« Il s’ensuit également que toute classe aspirant à la domination […] doit d’abord conquérir le pouvoir politique pour présenter, à son tour, son intérêt propre comme l’intérêt général, ce à quoi elle est obligée dans le premier temps. »
Idéologie Allemande, Feuerbach, Paris Nathan, 2007 p.56
D’abord, il est nécessaire que toute classe qui veut la domination doive passer par la conquête du pouvoir politique. Le pouvoir politique est, par définition, l’ensemble des moyens exercés sur une société pour lui faire prendre la forme désirée par celui qui exerce ce pouvoir. Or pour que le prolétariat se libère, il doit changer les moyens de production de la société car ce sont ces moyens de productions qui sont la cause de son aliénation. Mais pour changer ces moyens de production, il doit nécessairement changer la société car, comme nous l’avons vu précédemment, les moyens de production sont issus directement de la nécessité du capitalisme dans les circonstances historiques antérieures. De plus les moyens de production étant détenus dans les mains de la classe sociale dominante, le prolétariat doit pouvoir lui arracher des mains pour pouvoir les transformer. Or pour pouvoir lui prendre des mains, il doit nécessairement exercer sa domination sur lui, c'est-à-dire contraindre la classe possédante à lui céder ses moyens de production. De plus pour pouvoir exercer une domination, ou quelconque pression sur une classe sociale, c'est-à-dire sur une partie de la société, il faut nécessairement acquérir ce pouvoir politique.

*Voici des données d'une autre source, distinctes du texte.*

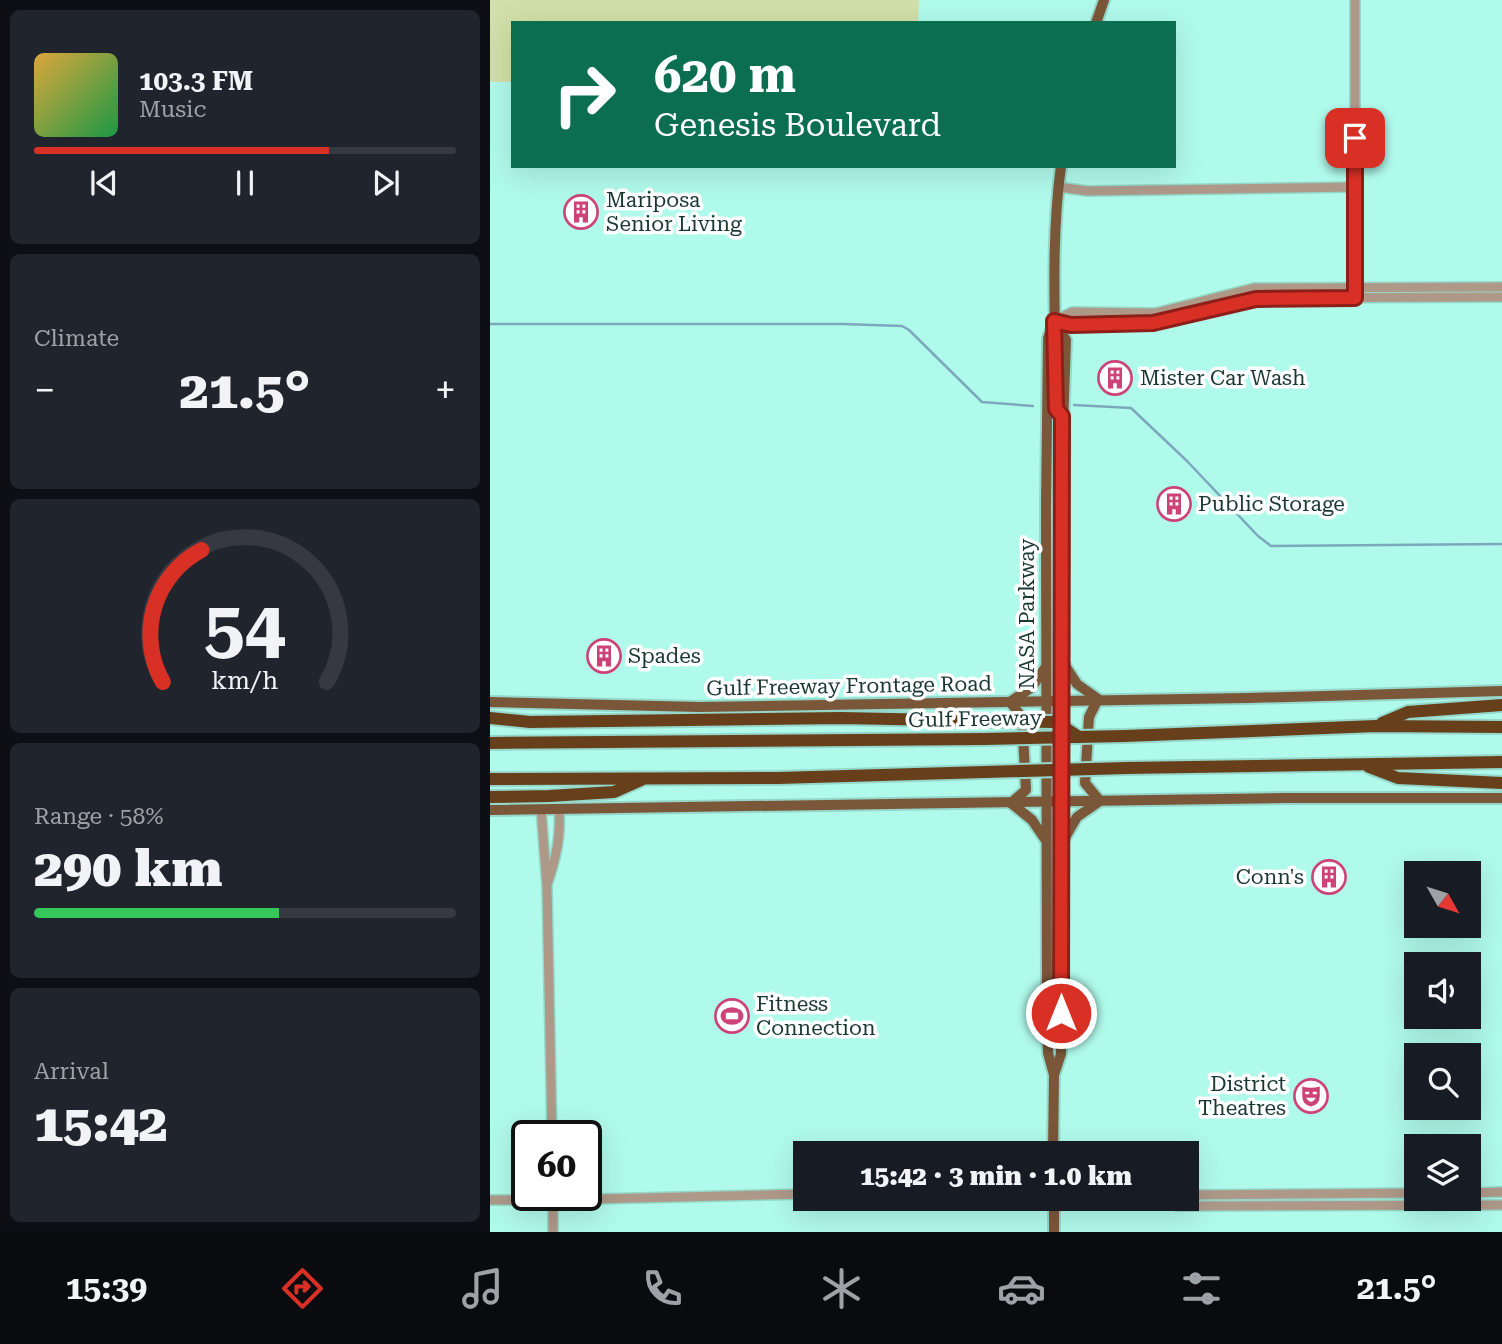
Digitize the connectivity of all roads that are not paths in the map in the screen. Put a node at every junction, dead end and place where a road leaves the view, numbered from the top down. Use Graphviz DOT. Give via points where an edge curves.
graph roads {
  1 [pos="1104,0"];
  2 [pos="1355,0"];
  3 [pos="1097,21"];
  4 [pos="1061,168"];
  5 [pos="1058,187"];
  6 [pos="1355,187"];
  7 [pos="1476,287"];
  8 [pos="1502,287"];
  9 [pos="1355,293"];
  10 [pos="1502,297"];
  11 [pos="1477,298"];
  12 [pos="1054,321"];
  13 [pos="1046,454"];
  14 [pos="1062,455"];
  15 [pos="1061,659"];
  16 [pos="1046,666"];
  17 [pos="1502,691"];
  18 [pos="1098,699"];
  19 [pos="490,702"];
  20 [pos="1010,702"];
  21 [pos="1045,702"];
  22 [pos="1061,702"];
  23 [pos="1502,705"];
  24 [pos="490,718"];
  25 [pos="1376,726"];
  26 [pos="1502,727"];
  27 [pos="1079,737"];
  28 [pos="490,743"];
  29 [pos="1502,762"];
  30 [pos="1363,764"];
  31 [pos="647,778"];
  32 [pos="490,779"];
  33 [pos="1502,783"];
  34 [pos="490,797"];
  35 [pos="1502,797"];
  36 [pos="1100,801"];
  37 [pos="1046,802"];
  38 [pos="1062,802"];
  39 [pos="1011,803"];
  40 [pos="490,810"];
  41 [pos="541,810"];
  42 [pos="559,810"];
  43 [pos="1046,841"];
  44 [pos="1062,843"];
  45 [pos="547,887"];
  46 [pos="1054,1075"];
  47 [pos="552,1120"];
  48 [pos="1053,1141"];
  49 [pos="1502,1192"];
  50 [pos="1384,1193"];
  51 [pos="1404,1193"];
  52 [pos="1481,1193"];
  53 [pos="793,1194"];
  54 [pos="1199,1195"];
  55 [pos="602,1197"];
  56 [pos="511,1199"];
  57 [pos="490,1200"];
  58 [pos="1502,1205"];
  59 [pos="1199,1206"];
  60 [pos="1384,1206"];
  61 [pos="553,1211"];
  62 [pos="1054,1211"];
  63 [pos="553,1232"];
  64 [pos="1054,1232"];
  1 -- 3 [label="main road"];
  2 -- 6 [label="street"];
  4 -- 5 [label="main road, NASA Parkway"];
  5 -- 6 [label="street" via="1088,191"];
  5 -- 12 [label="main road, NASA Parkway"];
  6 -- 9 [label="street"];
  7 -- 8 [label="street"];
  7 -- 9 [label="street"];
  7 -- 11 [label="street"];
  9 -- 11 [label="street"];
  9 -- 12 [label="street" via="1256,299 1153,323 1071,325"];
  10 -- 11 [label="street"];
  12 -- 13 [label="main road, NASA Parkway" via="1048,338"];
  12 -- 14 [label="main road, NASA Parkway" via="1066,340"];
  13 -- 14 [label="main road"];
  13 -- 16 [label="main road, NASA Parkway"];
  14 -- 15 [label="main road, NASA Parkway"];
  15 -- 18 [label="main road" via="1077,684"];
  15 -- 22 [label="main road, NASA Parkway"];
  16 -- 20 [label="main road" via="1032,687"];
  16 -- 21 [label="main road, NASA Parkway"];
  17 -- 18 [label="main road, Gulf Freeway Frontage Road"];
  18 -- 22 [label="main road, Gulf Freeway Frontage Road"];
  18 -- 36 [label="main road" via="1089,717 1085,783"];
  19 -- 20 [label="main road, Gulf Freeway Frontage Road" via="700,707"];
  20 -- 21 [label="main road, Gulf Freeway Frontage Road"];
  20 -- 39 [label="main road" via="1022,717 1026,790"];
  21 -- 22 [label="main road, Gulf Freeway Frontage Road"];
  21 -- 37 [label="main road, NASA Parkway"];
  22 -- 38 [label="main road, NASA Parkway"];
  23 -- 25 [label="highway" via="1408,712"];
  24 -- 27 [label="highway, bridge" via="530,722 841,718 1056,723"];
  25 -- 26 [label="highway, Gulf Freeway"];
  25 -- 27 [label="highway, Gulf Freeway, bridge"];
  27 -- 28 [label="highway, Gulf Freeway, bridge"];
  29 -- 30 [label="highway"];
  30 -- 31 [label="highway, bridge"];
  30 -- 33 [label="highway" via="1398,778"];
  31 -- 32 [label="highway"];
  31 -- 34 [label="highway" via="614,792"];
  35 -- 36 [label="main road"];
  36 -- 38 [label="main road"];
  36 -- 44 [label="main road" via="1077,817"];
  37 -- 38 [label="main road"];
  37 -- 39 [label="main road"];
  37 -- 43 [label="main road, NASA Parkway"];
  38 -- 44 [label="main road, NASA Parkway"];
  39 -- 42 [label="main road"];
  39 -- 43 [label="main road" via="1032,820"];
  40 -- 41 [label="main road"];
  41 -- 42 [label="main road"];
  41 -- 45 [label="street"];
  42 -- 45 [label="street" via="558,851"];
  43 -- 46 [label="main road, NASA Parkway" via="1048,1053"];
  44 -- 46 [label="main road, NASA Parkway" via="1061,1054"];
  45 -- 47 [label="street"];
  46 -- 48 [label="main road, NASA Parkway"];
  49 -- 52 [label="street"];
  50 -- 51 [label="street"];
  50 -- 54 [label="street"];
  50 -- 60 [label="street"];
  53 -- 55 [label="street"];
  56 -- 57 [label="street"];
  58 -- 60 [label="street"];
  59 -- 60 [label="street"];
  61 -- 63 [label="street"];
  62 -- 64 [label="main road"];
}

Ensuite, nous pouvons voir que Marx déclare que ce pouvoir politique sera utile « pour présenter, à son tour, son intérêt propre comme l’intérêt général ». Il ne veut ici rien signifier d’autre que le fait d’établir un Etat au service du prolétariat. Effectivement, comme le déclare, à son tour, très clairement Engels dans son livre, Ludwig Feuerbach et la fin de la philosophie classique Allemande1, écrit en 1886 :
« La société se crée un organisme en vue de la défense de ses intérêts communs contre les attaques intérieures et extérieures. Cet organisme est le pouvoir d’Etat. A peine né, il se rend indépendant de la société, et cela d’autant plus qu’il devient d’avantage l’organisme d’une certaine classe, qu’il fait prévaloir directement la domination sur cette classe. »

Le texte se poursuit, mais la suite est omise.